WHAT YOU HAVE TO DO:
The answer should consist of each line below that contains the word "Stonepine".

SUPPLIED MATERIAL:
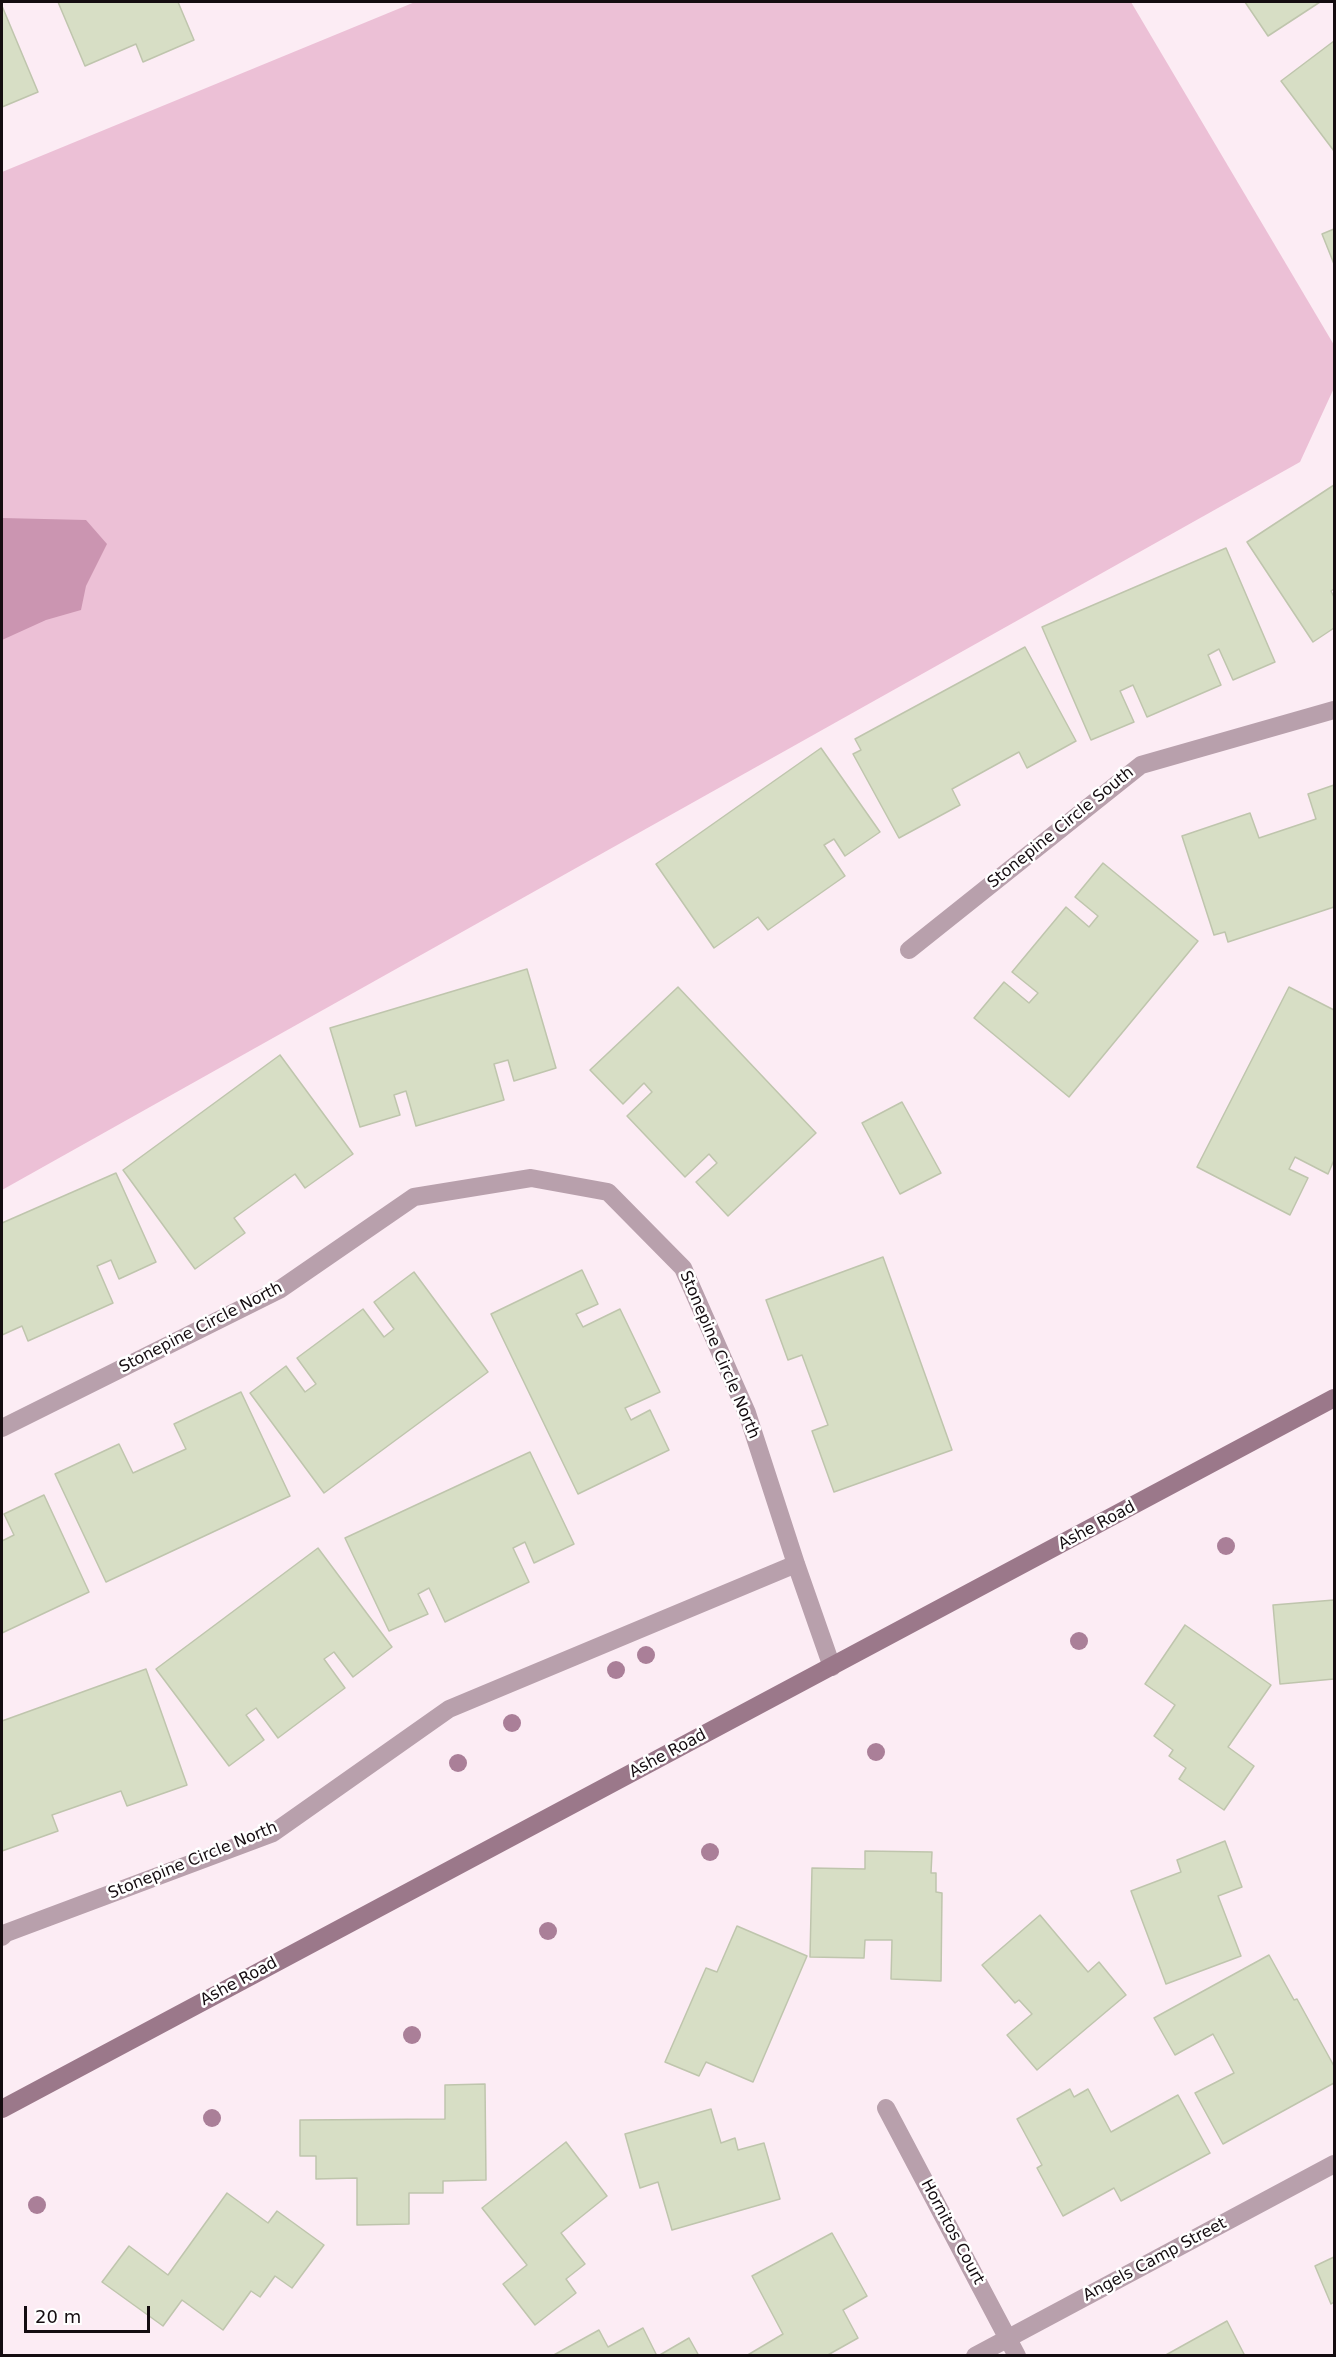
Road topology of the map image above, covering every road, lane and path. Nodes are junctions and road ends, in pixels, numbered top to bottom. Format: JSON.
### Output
{"nodes":[{"id":1,"x":1335,"y":711,"type":"edge"},
{"id":2,"x":909,"y":950,"type":"dead end"},
{"id":3,"x":1335,"y":1398,"type":"edge"},
{"id":4,"x":2,"y":1428,"type":"edge"},
{"id":5,"x":796,"y":1564,"type":"junction"},
{"id":6,"x":832,"y":1667,"type":"junction"},
{"id":7,"x":2,"y":1937,"type":"edge"},
{"id":8,"x":886,"y":2108,"type":"dead end"},
{"id":9,"x":2,"y":2109,"type":"edge"},
{"id":10,"x":1335,"y":2164,"type":"edge"},
{"id":11,"x":1008,"y":2338,"type":"junction"},
{"id":12,"x":975,"y":2355,"type":"edge"},
{"id":13,"x":1017,"y":2355,"type":"edge"}],
"edges":[{"from":1,"to":2,"type":"street","name":"Stonepine Circle South"},
{"from":3,"to":6,"type":"street","name":"Ashe Road"},
{"from":4,"to":5,"type":"street","name":"Stonepine Circle North"},
{"from":5,"to":6,"type":"street","name":"Stonepine Circle North"},
{"from":5,"to":7,"type":"street","name":"Stonepine Circle North"},
{"from":6,"to":9,"type":"street","name":"Ashe Road"},
{"from":8,"to":11,"type":"street","name":"Hornitos Court"},
{"from":10,"to":11,"type":"street","name":"Angels Camp Street"},
{"from":11,"to":12,"type":"street","name":"Angels Camp Street"},
{"from":11,"to":13,"type":"street","name":"Hornitos Court"}]}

RESPONSE TO THIS TASK:
"edges":[{"from":1,"to":2,"type":"street","name":"Stonepine Circle South"},
{"from":4,"to":5,"type":"street","name":"Stonepine Circle North"},
{"from":5,"to":6,"type":"street","name":"Stonepine Circle North"},
{"from":5,"to":7,"type":"street","name":"Stonepine Circle North"},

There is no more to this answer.